We think this is the wrong problem to solve. We’ve spent enough time working in data to know that good data management simply does not happen by assuming competent and well-behaved actors. On the contrary, good systems don’t expect users to be trustworthy and are built to contain the side effects of their mistakes.
Agentic data engineering will not come from trusting AI. It will come from untrustworthy AI agents working with data platforms that enforce isolation, correctness and rollback by default.
Databases made concurrency safe a long time ago
We know that solving this problem is possible because it already happened once, with databases. Mature SQL systems (such as Postgres) let many users work on the same tables while giving each of them the experience of working alone.

In the picture above, User 1 (U1) is updating some tables and then returning the balance. From the POV of U1, the database gives him the illusion of being the only user in play:
- U1 does not need to assume that their own code is correct. If the update logic violates a constraint, the transaction is aborted and none of its effects become visible.
- U1 does not need to assume that other users are well-behaved. U2 may be running buggy code or issuing conflicting updates. None of this leaks into U1’s view of the data, there is no need to know what U2 is doing.

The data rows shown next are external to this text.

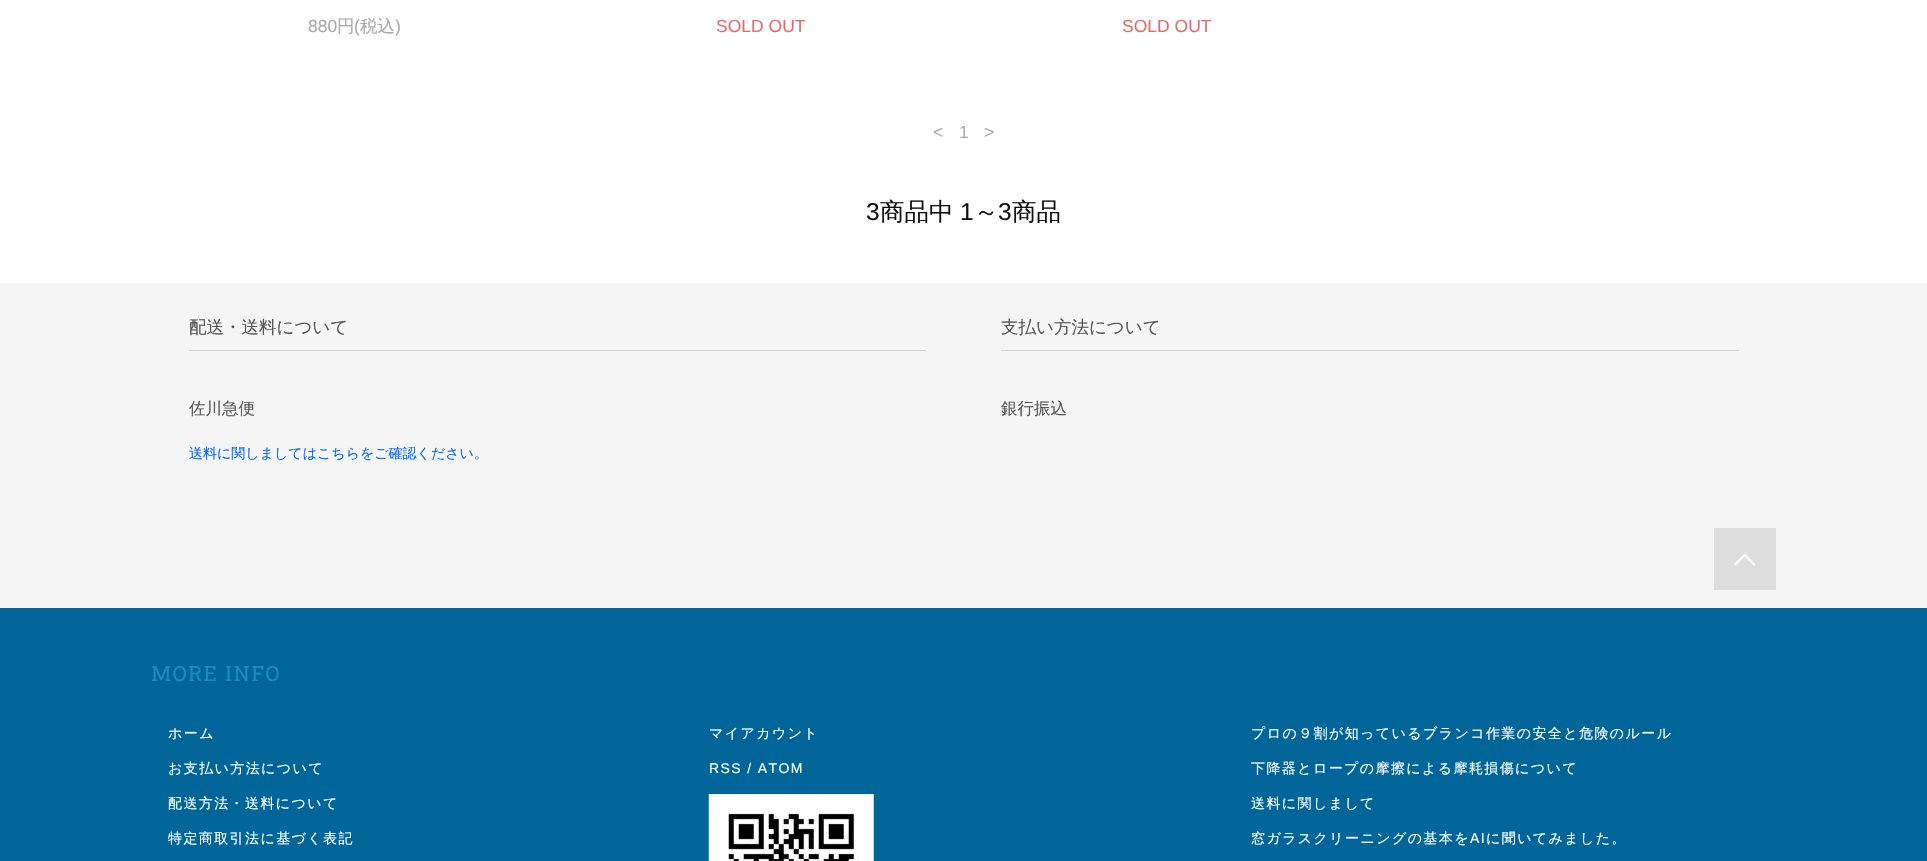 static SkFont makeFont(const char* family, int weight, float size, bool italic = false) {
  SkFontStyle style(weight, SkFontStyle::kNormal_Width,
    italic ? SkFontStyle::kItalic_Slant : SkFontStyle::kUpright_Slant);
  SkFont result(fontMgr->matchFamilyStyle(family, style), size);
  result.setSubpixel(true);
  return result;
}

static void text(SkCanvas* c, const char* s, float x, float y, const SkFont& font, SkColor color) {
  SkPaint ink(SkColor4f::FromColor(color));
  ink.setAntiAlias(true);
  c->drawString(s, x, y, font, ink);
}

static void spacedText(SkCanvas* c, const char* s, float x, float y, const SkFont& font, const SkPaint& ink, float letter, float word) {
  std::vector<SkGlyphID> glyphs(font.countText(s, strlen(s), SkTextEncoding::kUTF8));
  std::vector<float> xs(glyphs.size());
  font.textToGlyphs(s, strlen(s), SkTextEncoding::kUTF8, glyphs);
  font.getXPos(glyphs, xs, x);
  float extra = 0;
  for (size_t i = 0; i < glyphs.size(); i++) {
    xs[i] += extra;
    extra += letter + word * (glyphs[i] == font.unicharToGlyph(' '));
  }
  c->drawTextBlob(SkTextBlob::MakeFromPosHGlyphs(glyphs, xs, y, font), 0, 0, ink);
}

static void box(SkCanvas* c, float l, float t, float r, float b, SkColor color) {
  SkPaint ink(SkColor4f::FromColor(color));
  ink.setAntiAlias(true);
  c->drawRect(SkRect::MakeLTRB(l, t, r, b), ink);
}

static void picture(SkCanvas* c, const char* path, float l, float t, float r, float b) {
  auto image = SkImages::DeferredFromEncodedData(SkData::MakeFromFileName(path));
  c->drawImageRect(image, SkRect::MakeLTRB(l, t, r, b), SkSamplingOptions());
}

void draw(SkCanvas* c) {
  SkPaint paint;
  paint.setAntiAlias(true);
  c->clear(0xffffffff);
  SkFont face1 = makeFont("Liberation Sans", 400, 17.5f);
  text(c, "880", 308, 32, face1, 0xffaaaaaa);
  SkFont face2 = makeFont("WenQuanYi Zen Hei", 500, 17.5f);
  text(c, "円", 337, 32, face2, 0xffaaaaaa);
  text(c, "(", 354, 32, face1, 0xffaaaaaa);
  text(c, "税込", 360, 32, face2, 0xffaaaaaa);
  text(c, ")", 395, 32, face1, 0xffaaaaaa);
  text(c, "SOLD OUT", 716, 32, face1, 0xffe66a6a);
  text(c, "SOLD OUT", 1122, 32, face1, 0xffe66a6a);
  text(c, "<", 933, 138, face1, 0xffaaaaaa);
  text(c, "1", 959, 138, face1, 0xffaaaaaa);
  text(c, ">", 984, 138, face1, 0xffaaaaaa);
  SkFont face3 = makeFont("Liberation Sans", 400, 24.5f);
  text(c, "3", 866, 220, face3, 0xff111111);
  SkFont face4 = makeFont("WenQuanYi Zen Hei", 500, 24.5f);
  text(c, "商品中", 880, 220, face4, 0xff111111);
  text(c, "1", 960, 220, face3, 0xff111111);
  text(c, "～", 974, 220, face4, 0xff111111);
  text(c, "3", 998, 220, face3, 0xff111111);
  text(c, "商品", 1012, 220, face4, 0xff111111);
  box(c, 0, 283, 1927, 608, 0xfff5f5f5);
  box(c, 189, 350, 926, 351, 0xffd3d3d3);
  text(c, "配送・送料について", 189, 333, face2, 0xff555555);
  SkFont face5 = makeFont("WenQuanYi Zen Hei", 500, 16.5f);
  text(c, "佐川急便", 189, 414, face5, 0xff555555);
  SkFont face6 = makeFont("WenQuanYi Zen Hei", 500, 14);
  text(c, "送料に関しましてはこちらをご確認ください。", 189, 458, face6, 0xff0066ff);
  box(c, 1001, 350, 1739, 351, 0xffd3d3d3);
  text(c, "支払い方法について", 1001, 333, face2, 0xff555555);
  text(c, "銀行振込", 1001, 414, face5, 0xff555555);
  box(c, 1714, 528, 1776, 590, 0xffdddddd);
  picture(c, "img_01.png", 1733, 554, 1756, 566);
  box(c, 0, 608, 1927, 861, 0xff006699);
  SkFont face7 = makeFont("Roboto Slab", 400, 21);
  paint.setColor(0xff1a8dbe);
  spacedText(c, "MORE INFO", 151, 681, face7, paint, 1.4f, 0);
  paint.setColor(0xffffffff);
  spacedText(c, "ホーム", 168, 738, face6, paint, 1.4f, 0);
  spacedText(c, "お支払い方法について", 168, 773, face6, paint, 1.4f, 0);
  spacedText(c, "配送方法・送料について", 168, 808, face6, paint, 1.4f, 0);
  spacedText(c, "特定商取引法に基づく表記", 168, 843, face6, paint, 1.4f, 0);
  spacedText(c, "マイアカウント", 709, 738, face6, paint, 1.4f, 0);
  SkFont face8 = makeFont("Liberation Sans", 400, 14);
  spacedText(c, "RSS / ATOM", 709, 773, face8, paint, 1.4f, 0);
  picture(c, "img_02.png", 708, 794, 874, 861);
  spacedText(c, "プロの９割が知っているブランコ作業の安全と危険のルール", 1251, 738, face6, paint, 1.4f, 0);
  spacedText(c, "下降器とロープの摩擦による摩耗損傷について", 1251, 773, face6, paint, 1.4f, 0);
  spacedText(c, "送料に関しまして", 1251, 808, face6, paint, 1.4f, 0);
  spacedText(c, "窓ガラスクリーニングの基本を", 1251, 843, face6, paint, 1.4f, 0);
  spacedText(c, "AI", 1470, 843, face8, paint, 1.4f, 0);
  spacedText(c, "に聞いてみました。", 1486, 843, face6, paint, 1.4f, 0);
}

- U1 does not need to reason about physical storage or execution details. Locking, versioning, and rollback are handled by the system.
The database enforces three separate kinds of isolation:
- Data isolation. The balance that U1 reads comes from a consistent snapshot of the database. Intermediate states from concurrent updates from U2 are never exposed.
- Execution isolation. U1’s query runs as an independent execution. Resource management, locking, and scheduling prevent other queries from interfering in ways that would change results or corrupt state.
- Abstraction isolation. User code never expresses locks, snapshots, or storage layout explicitly. Applications describe what to read or write, not how isolation is achieved or data is physically stored.
Users interact with the database through declarative SQL statements in which they describe what data should be read or modified, but never manipulate storage, execution order, or locking directly. It’s the database (not the users) that enforces consistency through transactional execution, including automatic rollback on failure.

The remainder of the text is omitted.